[Dataset records]

·····

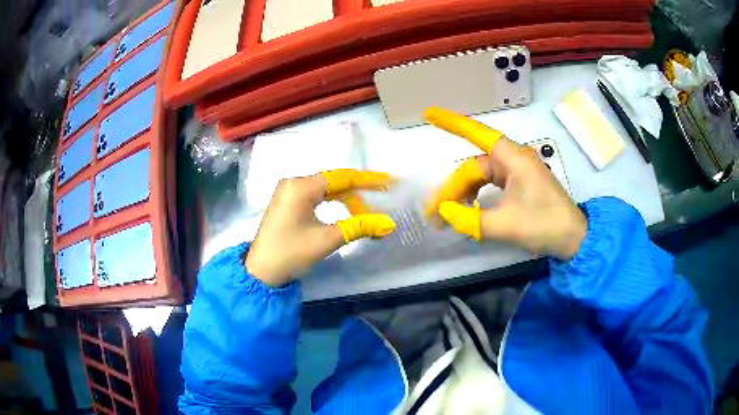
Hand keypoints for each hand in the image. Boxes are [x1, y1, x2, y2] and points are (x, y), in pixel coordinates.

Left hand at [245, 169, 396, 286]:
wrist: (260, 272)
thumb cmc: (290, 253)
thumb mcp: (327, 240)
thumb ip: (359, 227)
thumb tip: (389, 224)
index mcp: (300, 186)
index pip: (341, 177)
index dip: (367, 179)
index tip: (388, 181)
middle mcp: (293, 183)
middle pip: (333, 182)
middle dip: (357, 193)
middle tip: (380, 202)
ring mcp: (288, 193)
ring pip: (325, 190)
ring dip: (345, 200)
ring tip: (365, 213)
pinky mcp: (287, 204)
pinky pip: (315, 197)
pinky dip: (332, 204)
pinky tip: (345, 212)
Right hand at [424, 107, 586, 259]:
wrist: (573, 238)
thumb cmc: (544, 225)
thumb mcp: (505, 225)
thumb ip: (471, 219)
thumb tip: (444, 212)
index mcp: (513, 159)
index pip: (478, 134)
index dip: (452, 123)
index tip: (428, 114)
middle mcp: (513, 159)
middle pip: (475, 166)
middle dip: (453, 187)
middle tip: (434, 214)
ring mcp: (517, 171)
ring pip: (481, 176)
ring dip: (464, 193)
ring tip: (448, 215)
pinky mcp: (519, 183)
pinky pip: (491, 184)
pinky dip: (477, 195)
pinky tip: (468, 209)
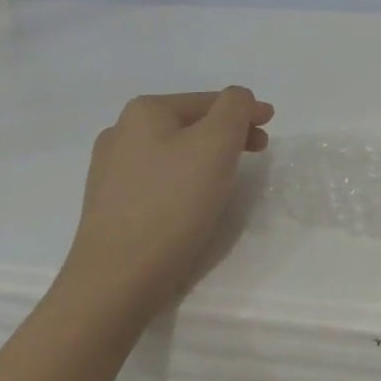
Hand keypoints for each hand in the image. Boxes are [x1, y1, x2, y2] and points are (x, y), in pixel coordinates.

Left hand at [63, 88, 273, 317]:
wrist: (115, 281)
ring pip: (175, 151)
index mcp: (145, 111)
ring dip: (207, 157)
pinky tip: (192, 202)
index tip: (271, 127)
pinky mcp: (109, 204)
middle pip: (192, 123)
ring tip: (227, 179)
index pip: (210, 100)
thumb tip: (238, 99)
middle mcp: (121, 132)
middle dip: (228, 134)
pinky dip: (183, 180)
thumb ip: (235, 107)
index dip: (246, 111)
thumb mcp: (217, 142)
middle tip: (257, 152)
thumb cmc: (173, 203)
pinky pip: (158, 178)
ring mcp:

·····

Work instructions: The line containing "wrist: (115, 281)" and all lines after it, through the last line of the data, should be retyped exactly.

Answer:
wrist: (115, 281)
ring pip: (175, 151)
index mcp: (145, 111)
ring dip: (207, 157)
pinky tip: (192, 202)
index tip: (271, 127)
pinky mcp: (109, 204)
middle pip: (192, 123)
ring tip: (227, 179)
index pip: (210, 100)
thumb tip: (238, 99)
middle mcp: (121, 132)
middle dip: (228, 134)
pinky dip: (183, 180)
thumb ip: (235, 107)
index dip: (246, 111)
thumb mcp: (217, 142)
middle tip: (257, 152)
thumb cmc: (173, 203)
pinky pip: (158, 178)
ring mcp:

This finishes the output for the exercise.